The rookie-vet pairing of Staples and No I.D. works because it provides an original voice the necessary guidance to be more than a guy who spits real shit over Drumma Boy’s 808s. The result is a great top-to-bottom rap album. What’s more is that it manages to be weirder than works from top-of-mind rappers who have set out to cross-pollinate genres. Vince Staples is not the antidote to any particular trend in rap. He’s merely a voice of reason meant to exist in the ecosystem. Rap needs people to play that position and Pusha T turns 40 in two years.

Warren G — Regulate…G Funk Era: Part II (G-Funk)

A year too late, as the powers that be have decided that the originalRegulate… wasn’t secretly a classic last year. The best part of those proceedings was Bomani Jones’ rant about how Warren G gets credit from regulating despite not actually doing anything but get robbed at a dice game. Instead, Nate Dogg posthumously made Jones’ Homie Hall of Fame. Indeed, three appearances from zombie Nate Dogg are all that need be heard here. While the two were close friends, and I wholeheartedly endorse any use of Nate Dogg’s unreleased vocals, I must ask where this was on Compton?

2 Chainz — Trapevelli Tre (self-released)

FKA Tity Boi occupies a peculiar space on the trap continuum.

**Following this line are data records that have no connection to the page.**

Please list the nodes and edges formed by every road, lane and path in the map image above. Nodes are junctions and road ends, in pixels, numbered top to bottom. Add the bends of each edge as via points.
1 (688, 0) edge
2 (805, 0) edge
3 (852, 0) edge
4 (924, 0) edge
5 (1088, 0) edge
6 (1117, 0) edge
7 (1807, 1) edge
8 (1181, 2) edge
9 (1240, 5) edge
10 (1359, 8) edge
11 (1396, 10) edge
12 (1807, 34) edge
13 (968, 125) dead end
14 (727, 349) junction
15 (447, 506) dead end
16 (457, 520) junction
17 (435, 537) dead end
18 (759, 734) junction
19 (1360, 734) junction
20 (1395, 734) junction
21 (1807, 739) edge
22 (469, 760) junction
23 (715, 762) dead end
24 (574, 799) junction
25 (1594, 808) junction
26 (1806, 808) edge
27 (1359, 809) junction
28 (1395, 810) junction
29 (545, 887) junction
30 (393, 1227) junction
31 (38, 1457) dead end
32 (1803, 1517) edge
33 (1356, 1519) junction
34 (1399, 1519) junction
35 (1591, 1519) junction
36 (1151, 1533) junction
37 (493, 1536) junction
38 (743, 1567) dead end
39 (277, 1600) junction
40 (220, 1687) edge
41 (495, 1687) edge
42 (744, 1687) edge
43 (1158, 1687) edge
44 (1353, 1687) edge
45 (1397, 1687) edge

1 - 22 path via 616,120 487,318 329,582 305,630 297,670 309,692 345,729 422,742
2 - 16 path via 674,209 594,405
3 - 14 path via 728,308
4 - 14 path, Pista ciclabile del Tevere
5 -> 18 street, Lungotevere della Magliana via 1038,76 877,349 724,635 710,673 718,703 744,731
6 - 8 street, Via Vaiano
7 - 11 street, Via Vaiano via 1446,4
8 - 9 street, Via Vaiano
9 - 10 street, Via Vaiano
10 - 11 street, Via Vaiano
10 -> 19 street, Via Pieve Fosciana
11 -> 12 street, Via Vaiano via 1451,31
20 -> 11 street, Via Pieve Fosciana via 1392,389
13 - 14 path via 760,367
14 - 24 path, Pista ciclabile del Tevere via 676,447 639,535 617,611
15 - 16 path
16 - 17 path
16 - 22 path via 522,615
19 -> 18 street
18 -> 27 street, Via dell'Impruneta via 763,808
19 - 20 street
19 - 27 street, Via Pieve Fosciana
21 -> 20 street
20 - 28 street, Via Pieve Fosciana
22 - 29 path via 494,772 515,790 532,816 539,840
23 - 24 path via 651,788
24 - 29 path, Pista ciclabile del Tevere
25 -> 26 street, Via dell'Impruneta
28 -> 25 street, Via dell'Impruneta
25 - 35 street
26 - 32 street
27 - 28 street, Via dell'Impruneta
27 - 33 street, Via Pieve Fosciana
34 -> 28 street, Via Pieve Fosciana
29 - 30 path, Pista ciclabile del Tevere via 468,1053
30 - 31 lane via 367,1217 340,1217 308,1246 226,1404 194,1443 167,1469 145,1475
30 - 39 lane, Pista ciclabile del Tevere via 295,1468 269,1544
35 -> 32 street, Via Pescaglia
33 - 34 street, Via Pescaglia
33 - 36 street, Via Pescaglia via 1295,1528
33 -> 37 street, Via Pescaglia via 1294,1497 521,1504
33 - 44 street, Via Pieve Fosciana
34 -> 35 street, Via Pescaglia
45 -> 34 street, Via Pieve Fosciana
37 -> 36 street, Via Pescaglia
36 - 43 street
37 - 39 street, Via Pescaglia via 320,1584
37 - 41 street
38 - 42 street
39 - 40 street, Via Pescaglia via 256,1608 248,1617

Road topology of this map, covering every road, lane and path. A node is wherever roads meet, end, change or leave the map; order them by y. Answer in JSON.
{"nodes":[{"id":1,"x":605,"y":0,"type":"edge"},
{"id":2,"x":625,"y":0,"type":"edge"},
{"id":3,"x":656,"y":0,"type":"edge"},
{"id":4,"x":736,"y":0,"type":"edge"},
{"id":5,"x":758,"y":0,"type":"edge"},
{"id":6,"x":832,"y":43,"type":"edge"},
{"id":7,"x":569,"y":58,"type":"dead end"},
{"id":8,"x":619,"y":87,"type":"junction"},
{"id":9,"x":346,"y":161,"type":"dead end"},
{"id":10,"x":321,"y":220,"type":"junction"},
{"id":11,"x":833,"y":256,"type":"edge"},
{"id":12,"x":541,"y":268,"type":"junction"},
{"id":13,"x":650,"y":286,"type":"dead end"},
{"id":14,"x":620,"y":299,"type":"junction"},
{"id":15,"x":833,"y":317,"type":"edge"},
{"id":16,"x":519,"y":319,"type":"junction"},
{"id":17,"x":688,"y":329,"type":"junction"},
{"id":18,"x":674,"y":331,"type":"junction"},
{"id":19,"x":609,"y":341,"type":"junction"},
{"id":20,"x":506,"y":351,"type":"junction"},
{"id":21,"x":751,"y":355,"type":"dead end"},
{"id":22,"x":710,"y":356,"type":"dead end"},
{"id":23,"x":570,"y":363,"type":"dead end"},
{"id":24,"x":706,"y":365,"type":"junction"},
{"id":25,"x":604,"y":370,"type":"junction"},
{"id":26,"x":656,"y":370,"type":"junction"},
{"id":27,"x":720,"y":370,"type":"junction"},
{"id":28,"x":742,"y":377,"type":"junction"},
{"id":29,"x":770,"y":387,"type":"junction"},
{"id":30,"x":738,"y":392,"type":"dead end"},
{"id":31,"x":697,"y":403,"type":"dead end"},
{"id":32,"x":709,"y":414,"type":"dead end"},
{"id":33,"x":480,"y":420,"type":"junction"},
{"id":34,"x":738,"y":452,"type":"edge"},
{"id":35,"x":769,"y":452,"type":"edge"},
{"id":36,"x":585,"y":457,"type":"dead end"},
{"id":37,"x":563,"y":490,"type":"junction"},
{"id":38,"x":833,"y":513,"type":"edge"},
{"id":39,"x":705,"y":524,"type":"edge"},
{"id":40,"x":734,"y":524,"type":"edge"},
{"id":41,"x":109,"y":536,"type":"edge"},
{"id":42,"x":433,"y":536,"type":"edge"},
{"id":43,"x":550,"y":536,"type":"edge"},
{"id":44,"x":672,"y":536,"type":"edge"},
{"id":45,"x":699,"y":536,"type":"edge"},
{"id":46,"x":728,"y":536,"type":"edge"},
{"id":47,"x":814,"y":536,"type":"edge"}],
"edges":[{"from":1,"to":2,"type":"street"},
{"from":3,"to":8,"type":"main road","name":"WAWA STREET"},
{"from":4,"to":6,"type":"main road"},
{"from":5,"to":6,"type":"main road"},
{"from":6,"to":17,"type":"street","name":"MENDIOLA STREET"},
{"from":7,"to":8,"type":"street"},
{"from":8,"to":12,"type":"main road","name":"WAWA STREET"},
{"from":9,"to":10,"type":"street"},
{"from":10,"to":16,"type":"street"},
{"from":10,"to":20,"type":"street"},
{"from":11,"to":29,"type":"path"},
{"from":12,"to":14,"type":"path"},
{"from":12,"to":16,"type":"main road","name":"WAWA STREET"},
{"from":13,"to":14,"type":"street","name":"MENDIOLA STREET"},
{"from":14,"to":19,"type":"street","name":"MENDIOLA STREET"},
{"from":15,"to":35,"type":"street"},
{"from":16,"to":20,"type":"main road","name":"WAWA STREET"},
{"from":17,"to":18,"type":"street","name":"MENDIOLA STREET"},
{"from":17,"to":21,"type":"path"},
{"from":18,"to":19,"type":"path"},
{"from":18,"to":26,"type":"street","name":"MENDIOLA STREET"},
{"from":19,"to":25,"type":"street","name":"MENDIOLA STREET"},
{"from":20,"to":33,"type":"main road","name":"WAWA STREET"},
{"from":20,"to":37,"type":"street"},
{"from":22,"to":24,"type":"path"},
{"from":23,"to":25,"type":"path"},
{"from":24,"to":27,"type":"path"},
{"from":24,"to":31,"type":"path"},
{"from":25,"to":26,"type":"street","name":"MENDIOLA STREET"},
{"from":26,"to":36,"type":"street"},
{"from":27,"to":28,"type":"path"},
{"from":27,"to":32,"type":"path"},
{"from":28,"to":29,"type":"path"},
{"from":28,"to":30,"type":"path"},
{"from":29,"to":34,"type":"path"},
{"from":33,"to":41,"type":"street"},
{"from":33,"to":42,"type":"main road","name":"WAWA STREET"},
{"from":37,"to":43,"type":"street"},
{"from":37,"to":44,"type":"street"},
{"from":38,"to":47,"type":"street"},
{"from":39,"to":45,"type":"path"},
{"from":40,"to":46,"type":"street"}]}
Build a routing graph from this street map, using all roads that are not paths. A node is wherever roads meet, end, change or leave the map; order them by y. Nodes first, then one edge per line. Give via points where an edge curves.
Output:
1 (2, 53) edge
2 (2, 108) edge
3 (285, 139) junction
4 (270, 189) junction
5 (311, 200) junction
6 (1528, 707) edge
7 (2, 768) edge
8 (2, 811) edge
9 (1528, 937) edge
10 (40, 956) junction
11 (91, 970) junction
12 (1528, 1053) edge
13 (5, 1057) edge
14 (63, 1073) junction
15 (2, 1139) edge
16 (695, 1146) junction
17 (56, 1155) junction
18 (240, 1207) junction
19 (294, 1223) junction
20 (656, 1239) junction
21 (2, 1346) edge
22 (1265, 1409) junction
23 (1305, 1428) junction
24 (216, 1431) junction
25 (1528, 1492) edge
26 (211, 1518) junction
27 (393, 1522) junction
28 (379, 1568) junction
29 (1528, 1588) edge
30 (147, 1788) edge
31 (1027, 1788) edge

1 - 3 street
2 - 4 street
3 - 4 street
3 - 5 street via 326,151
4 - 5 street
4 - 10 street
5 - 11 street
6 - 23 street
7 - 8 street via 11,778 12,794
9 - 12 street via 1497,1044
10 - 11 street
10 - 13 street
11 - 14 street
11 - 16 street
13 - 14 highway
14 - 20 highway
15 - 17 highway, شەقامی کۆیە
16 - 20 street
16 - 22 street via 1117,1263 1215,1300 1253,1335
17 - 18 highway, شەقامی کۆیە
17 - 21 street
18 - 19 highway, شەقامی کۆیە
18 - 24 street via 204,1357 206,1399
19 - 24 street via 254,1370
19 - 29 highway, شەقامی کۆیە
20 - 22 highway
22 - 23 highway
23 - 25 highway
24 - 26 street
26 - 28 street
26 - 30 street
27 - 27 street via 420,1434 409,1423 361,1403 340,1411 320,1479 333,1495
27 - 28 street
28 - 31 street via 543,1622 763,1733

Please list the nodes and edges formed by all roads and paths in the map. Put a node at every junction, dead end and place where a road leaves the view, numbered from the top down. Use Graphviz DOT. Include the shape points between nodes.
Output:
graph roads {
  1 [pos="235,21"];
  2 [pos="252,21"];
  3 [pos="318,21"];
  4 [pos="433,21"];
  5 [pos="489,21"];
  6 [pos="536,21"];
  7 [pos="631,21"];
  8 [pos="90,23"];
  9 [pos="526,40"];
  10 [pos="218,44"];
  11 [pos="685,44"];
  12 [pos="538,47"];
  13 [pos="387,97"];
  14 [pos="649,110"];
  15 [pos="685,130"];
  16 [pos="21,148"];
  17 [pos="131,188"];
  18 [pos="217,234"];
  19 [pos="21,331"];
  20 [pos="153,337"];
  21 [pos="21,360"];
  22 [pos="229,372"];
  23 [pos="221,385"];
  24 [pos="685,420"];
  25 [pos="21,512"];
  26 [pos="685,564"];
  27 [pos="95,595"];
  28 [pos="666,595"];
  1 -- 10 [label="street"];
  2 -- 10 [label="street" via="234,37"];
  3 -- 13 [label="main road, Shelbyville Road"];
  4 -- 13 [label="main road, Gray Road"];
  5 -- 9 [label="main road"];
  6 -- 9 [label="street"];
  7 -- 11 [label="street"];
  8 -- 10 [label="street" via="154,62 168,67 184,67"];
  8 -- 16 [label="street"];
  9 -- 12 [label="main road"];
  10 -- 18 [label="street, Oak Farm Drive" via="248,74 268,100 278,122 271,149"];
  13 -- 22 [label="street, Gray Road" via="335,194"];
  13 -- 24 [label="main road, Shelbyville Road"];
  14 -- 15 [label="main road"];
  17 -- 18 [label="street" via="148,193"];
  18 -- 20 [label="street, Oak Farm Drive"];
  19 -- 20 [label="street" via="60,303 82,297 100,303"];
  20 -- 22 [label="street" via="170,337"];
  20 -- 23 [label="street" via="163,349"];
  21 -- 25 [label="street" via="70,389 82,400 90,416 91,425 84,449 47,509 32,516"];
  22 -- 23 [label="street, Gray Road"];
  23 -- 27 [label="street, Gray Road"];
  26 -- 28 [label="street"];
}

If Gucci sits at its center, 2 Chainz is directly to his right: a similarly prescient figure who briefly transcended into pop stardom that miles with the side of trap that sits closest to traditional rap music. In his career’s second wind, he’s become a punchline rapper par excellence. The key is his delivery, which makes lines like “she got a big booty so I call her big booty” work. As it turned out, he’s the same guy on his mixtpaes on his albums, which is particularly why a 2 Chainz album doesn’t work. This was further shown by B.O.A.T.S. II, an album from a pop star that critics and fans alike tried to like, but never listened to again after the album’s rollout. Compared to its predecessor, the failures on that album were refreshingly spectacular. On “Netflix”, for instance, we learned the Fergie rapping trick wasn’t working twice. So it goes, for 2 Chainz, who will periodically produce those albums. It will be okay, because he gave us one of the best pop singles in the last several years.

By comparison, Trapevelli Tre is a breezy affair. He throws lines up against the wall to see what sticks, and it works more often than it has any right to (“Bust on myself like Plaxico”). There’s a couple of Zaytoven beats, Young Dolph and Kevin Gates show up, and Zaytoven handles a couple of beats. There’s a track from the perspective of his unborn son, which quickly becomes vehicle to brag and boast. It’s satisfactory work, which is about the best that I’ve come to expect from him in this large of a dose. 2 Chainz has found a solid balance between not flooding the market and managing to have a handful of people still paying attention. Even if he never has a hit again, his personality is enough to make every release a must-listen.